-------- DATASET CONTENT --------

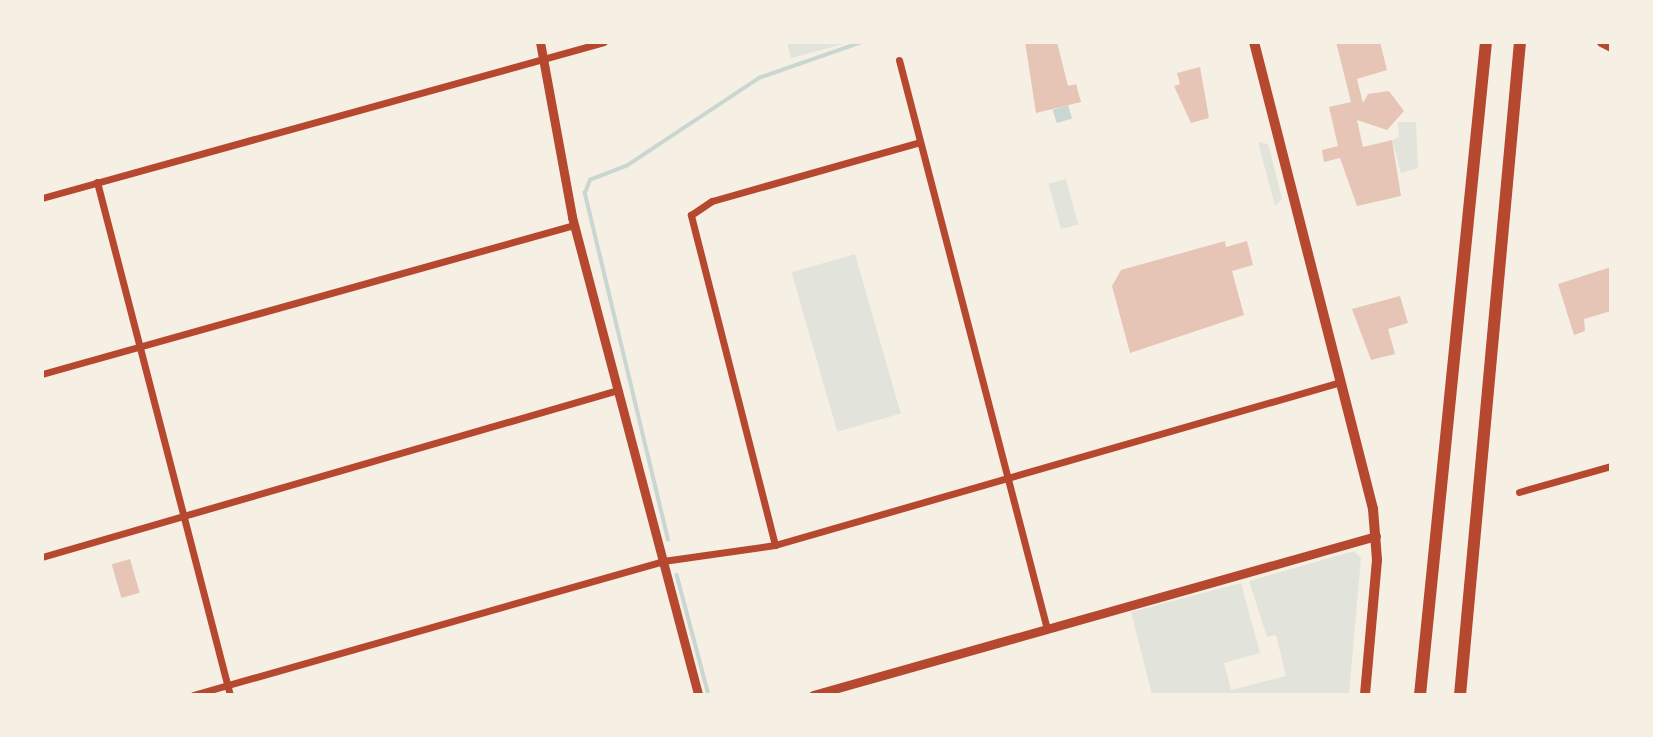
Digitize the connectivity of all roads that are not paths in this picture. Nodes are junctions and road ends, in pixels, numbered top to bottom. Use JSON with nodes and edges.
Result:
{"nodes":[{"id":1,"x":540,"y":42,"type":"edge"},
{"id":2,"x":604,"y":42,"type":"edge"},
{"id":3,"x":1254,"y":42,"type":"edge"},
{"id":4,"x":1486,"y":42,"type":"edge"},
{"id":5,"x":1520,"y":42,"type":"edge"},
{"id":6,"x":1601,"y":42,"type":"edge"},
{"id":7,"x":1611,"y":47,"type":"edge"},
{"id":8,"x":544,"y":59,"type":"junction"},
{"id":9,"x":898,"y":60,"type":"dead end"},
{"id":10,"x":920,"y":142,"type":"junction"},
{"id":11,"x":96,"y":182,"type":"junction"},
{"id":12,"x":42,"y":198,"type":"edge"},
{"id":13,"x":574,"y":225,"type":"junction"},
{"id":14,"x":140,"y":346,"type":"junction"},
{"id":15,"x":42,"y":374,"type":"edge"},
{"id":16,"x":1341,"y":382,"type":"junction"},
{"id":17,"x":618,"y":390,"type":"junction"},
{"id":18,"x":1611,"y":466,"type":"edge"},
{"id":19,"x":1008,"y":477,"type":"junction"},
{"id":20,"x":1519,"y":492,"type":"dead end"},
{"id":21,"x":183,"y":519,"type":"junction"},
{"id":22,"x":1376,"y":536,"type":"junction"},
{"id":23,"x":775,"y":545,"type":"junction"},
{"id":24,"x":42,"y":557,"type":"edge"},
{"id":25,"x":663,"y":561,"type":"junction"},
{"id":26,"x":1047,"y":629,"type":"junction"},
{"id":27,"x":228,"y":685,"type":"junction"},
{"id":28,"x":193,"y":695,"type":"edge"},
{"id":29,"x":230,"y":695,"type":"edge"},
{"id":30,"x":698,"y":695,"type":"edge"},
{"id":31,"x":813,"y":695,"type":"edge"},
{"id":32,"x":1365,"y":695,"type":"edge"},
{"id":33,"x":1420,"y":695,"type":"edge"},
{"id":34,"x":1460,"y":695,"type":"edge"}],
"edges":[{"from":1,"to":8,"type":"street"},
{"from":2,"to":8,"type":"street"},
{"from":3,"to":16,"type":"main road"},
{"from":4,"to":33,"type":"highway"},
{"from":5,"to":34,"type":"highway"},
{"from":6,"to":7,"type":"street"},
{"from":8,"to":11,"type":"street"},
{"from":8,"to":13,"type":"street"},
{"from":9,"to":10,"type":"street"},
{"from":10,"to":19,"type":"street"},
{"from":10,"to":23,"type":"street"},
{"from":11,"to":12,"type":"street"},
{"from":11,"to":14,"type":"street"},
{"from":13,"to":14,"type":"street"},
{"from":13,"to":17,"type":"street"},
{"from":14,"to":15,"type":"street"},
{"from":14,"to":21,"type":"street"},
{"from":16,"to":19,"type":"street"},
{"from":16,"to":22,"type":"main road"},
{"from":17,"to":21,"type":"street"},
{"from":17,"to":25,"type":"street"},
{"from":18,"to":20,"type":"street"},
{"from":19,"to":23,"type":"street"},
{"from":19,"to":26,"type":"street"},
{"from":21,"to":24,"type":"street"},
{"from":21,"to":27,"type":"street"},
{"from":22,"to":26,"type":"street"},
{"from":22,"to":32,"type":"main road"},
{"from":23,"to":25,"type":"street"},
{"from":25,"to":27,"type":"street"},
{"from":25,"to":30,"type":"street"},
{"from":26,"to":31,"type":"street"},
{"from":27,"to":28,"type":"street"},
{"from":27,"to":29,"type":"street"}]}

--------

YOUR TASK: The lines holding the word "edges" are the answer. Pull them out of the records and copy them.

TASK SOLUTION:
Digitize the connectivity of all roads that are not paths in this picture. Nodes are junctions and road ends, in pixels, numbered top to bottom. Use JSON with nodes and edges.
"edges":[{"from":1,"to":8,"type":"street"},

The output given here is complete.